Zitat von Blind-Meg:Mach ich gern, wenn es dich wirklich interessiert.
Danke für dein Angebot wenn man so im Internet schaut folgendes ...
Selbstwahrnehmung: Wissen, was man fühlt und dieses Gefühl auch benennen können.
- > von dem Partner immer zwingend alles mitteilen zu müssen, steht hier nichts
Offenheit: Über eigene Bedürfnisse, Wünsche und Ängste aufrichtig sprechen können.
-> denke Bedürfnisse hinten anstellen, keine Alleinstellungsmerkmal der Männer, wird doch eher den Frauen zugeschrieben
Präsenz: In schwierigen oder intimen Momenten nicht direkt "dichtmachen" oder das Thema wechseln.

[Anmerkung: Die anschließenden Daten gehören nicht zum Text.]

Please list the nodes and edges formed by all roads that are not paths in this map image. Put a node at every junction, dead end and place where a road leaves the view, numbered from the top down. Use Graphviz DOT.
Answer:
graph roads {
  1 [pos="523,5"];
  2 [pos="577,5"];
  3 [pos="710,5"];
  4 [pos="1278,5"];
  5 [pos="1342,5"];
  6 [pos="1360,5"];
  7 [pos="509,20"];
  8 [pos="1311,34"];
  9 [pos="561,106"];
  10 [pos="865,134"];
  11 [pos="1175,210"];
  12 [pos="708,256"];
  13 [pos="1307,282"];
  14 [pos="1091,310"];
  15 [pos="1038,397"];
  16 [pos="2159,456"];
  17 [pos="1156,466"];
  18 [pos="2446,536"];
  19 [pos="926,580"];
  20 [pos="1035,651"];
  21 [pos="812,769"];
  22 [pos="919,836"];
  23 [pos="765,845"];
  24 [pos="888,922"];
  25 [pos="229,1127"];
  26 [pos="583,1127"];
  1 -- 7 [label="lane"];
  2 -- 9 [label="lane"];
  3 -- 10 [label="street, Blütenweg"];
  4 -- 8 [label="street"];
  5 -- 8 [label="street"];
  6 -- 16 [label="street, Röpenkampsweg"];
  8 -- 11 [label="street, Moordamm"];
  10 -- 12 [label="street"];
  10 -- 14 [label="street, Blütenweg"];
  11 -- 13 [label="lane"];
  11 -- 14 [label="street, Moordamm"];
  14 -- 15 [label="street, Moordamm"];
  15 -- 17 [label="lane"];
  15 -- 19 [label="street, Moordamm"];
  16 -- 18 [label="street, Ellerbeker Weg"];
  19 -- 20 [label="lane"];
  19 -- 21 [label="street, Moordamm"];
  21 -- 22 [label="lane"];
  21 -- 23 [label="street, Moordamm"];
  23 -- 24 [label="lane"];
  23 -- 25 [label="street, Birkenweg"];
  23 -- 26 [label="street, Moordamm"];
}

-> Problem liegt hier eher in der Tatsache, das Frauen sprechdenkend Probleme, möglichst mit viele Menschen besprechen wollen, Männer erst einmal im Stillen eine Lösung suchen, mit etwas Verständnis und Kenntnis dieser unterschiedlichen Herangehensweisen, eigentlich zu handeln?!
Empathie: Die Gefühle des Partners oder der Partnerin wahrnehmen und validieren, ohne sie abzuwerten.
-> in meiner Ehe, lief das eher folgendermaßen, wenn ich Probleme, Ängste und Gefühle angesprochen habe, bekam ich als Rückmeldung, hab ich dir sich schon längst gesagt, warum kommst du erst jetzt damit um die Ecke, also Vorwürfe kein Verständnis. Umgekehrt war ich immer bereit mir die Probleme und Emotionen der Ex anzugehören ohne zu werten oder unnötige Ratschläge zu erteilen. Mal im Umfeld herum gefragt, haben viele Männer ähnliche Erfahrung gemacht.